Села на дерево, стала глядеть на тихий, будто дремлющий, ручеек., Там, где вода все же размыла листья, сверкали золотые искорки, зажигаемые солнцем, и казалось, будто на дне горят маленькие самородки — опусти руку и бери их в ладонь, любуйся ими… А тишина, тишина! Угомонились сороки, улетели куда-то кукушки. Изредка вздохнет таежный ветерок, мягко прошелестит ветвями кедрача, прошепчет что-то свое, тайное елям — и снова ни звука. Такой тишины, думает Полинка, как в тайге, нигде больше не бывает. Залезь в глухую пещеру, прислушайся — там тоже тишина, но только мертвая. А в тайге она живая. И Марфа Ивановна так же говорит. «Ты, — говорит, дочка, не моги и думать, будто в тайге совсем быват тихо. Это только на первый слух. А в то „тихо“ ишо вслухаться надо, как следоват. Понимаешь? Кедрач дышит? Дышит. Кажна гравинка дышит? Дышит. А как же иначе? Мураш ползет — от него хоть и, малый, а шум идет. Только наше ухо не приспособлено такое слышать. Не-ет, дочка, та тишина, што в тайге, она живая…»
Мудрый человек эта Марфа Ивановна. С ней всегда легко. «Кажный человек, — говорит она, — милосердешным должон быть. Вот ты как думаешь — для чего ты на свет божий появилась? Просто так, да? Прожить-проходить столько-то годов и все? Нет, дочка, на свет божий появилась ты, штоб добро делать, штоб утешать другого человека. Тогда и сама утешенной будешь». Сама-то Марфа Ивановна на каждый случай жизни слова утешения имеет. Вот проснется Полинка — и начнет рассказывать Марфе Ивановне, какой ей сон приснился. Будто сидит она на берегу и смотрит на широкую-широкую речку, по которой далеко-далеко лодка плывет.! Не видит Полинка человека, который в лодке той сидит, но знает, что это Денисио. И вот вдруг на ее глазах лодка стала погружаться в воду, да так быстро, будто кто-то дно ей пробил. Вот уже лишь края бортов чуть видны, скоро, наверно, несчастье случится, а человек в лодке сидит и ничего не делает, у него тоже — голова да плечи — на виду остались. «Прыгай, Денисио! — в отчаянии кричит Полинка. — Прыгай и плыви к берегу!» Нет, не слышит ее Денисио, а через минуту другую — и лодка, и сам Денисио исчезли в пучине. Ничего и никого на реке не осталось, даже следа от лодки не видать…
Марфа Ивановна внимательно слушает, на лбу и у глаз морщинки глубже стали, да и в глазах тревога так и плещется.
— Ох и нехороший сон привиделся тебе дочка, — говорит она. — Для Дунисио нехороший. Как бы чего плохого не произошло с ним. Не едина, говоришь, следа на реке не осталось? Ну и ну…

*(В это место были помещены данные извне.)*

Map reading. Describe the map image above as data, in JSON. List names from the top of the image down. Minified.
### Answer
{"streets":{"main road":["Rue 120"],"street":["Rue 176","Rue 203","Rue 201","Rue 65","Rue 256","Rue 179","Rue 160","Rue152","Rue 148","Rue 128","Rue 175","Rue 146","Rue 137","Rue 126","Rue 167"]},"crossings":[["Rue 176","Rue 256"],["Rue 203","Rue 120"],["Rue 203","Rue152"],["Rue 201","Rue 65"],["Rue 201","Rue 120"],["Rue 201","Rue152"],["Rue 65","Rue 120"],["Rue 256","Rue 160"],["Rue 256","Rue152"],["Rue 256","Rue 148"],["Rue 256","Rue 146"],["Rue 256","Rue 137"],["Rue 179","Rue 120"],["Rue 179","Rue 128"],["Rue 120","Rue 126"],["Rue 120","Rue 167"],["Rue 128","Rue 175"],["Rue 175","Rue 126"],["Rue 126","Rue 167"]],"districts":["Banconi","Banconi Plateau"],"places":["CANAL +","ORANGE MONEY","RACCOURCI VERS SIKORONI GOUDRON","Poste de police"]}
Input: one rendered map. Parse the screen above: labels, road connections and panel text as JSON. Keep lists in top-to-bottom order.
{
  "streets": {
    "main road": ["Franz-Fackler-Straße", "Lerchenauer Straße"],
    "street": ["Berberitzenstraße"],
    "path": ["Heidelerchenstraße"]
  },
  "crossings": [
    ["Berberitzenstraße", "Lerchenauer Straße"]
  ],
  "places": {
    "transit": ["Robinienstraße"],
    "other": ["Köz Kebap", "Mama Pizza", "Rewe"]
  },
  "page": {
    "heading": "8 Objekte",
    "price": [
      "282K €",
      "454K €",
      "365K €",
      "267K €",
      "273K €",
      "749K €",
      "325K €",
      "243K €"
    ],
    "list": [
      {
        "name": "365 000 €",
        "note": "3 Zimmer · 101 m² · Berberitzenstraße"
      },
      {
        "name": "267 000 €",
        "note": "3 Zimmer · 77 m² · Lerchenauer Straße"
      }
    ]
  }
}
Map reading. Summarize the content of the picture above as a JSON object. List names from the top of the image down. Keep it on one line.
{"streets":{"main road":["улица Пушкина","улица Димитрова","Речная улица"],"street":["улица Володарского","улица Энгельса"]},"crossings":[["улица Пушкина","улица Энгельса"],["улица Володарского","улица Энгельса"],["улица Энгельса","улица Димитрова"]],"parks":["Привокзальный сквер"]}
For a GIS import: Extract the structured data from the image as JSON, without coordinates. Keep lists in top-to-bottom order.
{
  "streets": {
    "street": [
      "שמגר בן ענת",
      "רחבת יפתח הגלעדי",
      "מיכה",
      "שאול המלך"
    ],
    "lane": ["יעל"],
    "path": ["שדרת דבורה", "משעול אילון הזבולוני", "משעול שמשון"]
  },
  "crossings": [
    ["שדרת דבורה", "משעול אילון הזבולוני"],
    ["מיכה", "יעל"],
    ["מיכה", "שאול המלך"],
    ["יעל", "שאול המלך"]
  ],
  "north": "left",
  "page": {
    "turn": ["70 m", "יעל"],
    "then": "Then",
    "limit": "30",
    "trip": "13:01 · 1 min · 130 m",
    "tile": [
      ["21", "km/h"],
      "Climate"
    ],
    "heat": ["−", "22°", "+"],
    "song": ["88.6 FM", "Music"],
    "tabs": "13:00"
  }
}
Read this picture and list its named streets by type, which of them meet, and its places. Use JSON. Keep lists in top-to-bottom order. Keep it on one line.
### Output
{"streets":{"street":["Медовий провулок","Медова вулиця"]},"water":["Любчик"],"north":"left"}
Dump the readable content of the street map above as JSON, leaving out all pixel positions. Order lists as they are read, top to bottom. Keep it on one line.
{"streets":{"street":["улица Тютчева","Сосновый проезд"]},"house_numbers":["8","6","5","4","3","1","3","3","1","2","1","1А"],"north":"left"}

Полинка всегда в сны верила, только не каждому могла найти объяснение, угадать, какой сон что готовит. И при словах Марфы Ивановны даже заметно побледнела. С тех пор, как Федор ушел воевать, Денисио стал для нее самым дорогим человеком. Просты ее чувства к Денисио, ничего сложного в них нет: хороший, верный друг он ей, а это часто дороже, чем чувства, испытываемые к родному брату.
Марфа Ивановна знает о привязанности Полинки к Денисио, потому и не удивляется тому, что Полинка так переживает. Встала с кровати, на которой сидела, слушая Полинку, и говорит:
— Да ты не шибко кручинься, дочка. Вот я щас оставлю тебя одну, ты поднимайся и тихонько три раза произнеси, за каждым разом перекрестившись:. «Куда ночь, туда и сон, святой Есиф худое на хорошее переносит». Поняла? Все поняла? Сделаешь это — и тревожиться после того нужды никакой не будет…
Думая сейчас обо всем этом, Полинка улыбается. Хорошо ей с Марфой Ивановной. Ей вообще хорошо. Правда, бывают тяжкие минуты, когда она вдруг увидит женщину, получавшую похоронку на мужа или на сына. Идет такая женщина по улице, будто слепая от горя, ничего перед собой не видя и никого не слыша. Страшно на нее смотреть, и сжимается у Полинки сердце, будто огонь чужого несчастья опалил и ее собственную душу.
Но потом все это проходит, к ней опять возвращается покой и безмятежность души, ее любовь к Федору затмевает разные повседневные невзгоды, а вера, глубочайшая вера в возвращение Федора с — войны не оставляет ее ни на минуту, и она благодарна судьбе за то, что та к ней так милосердна.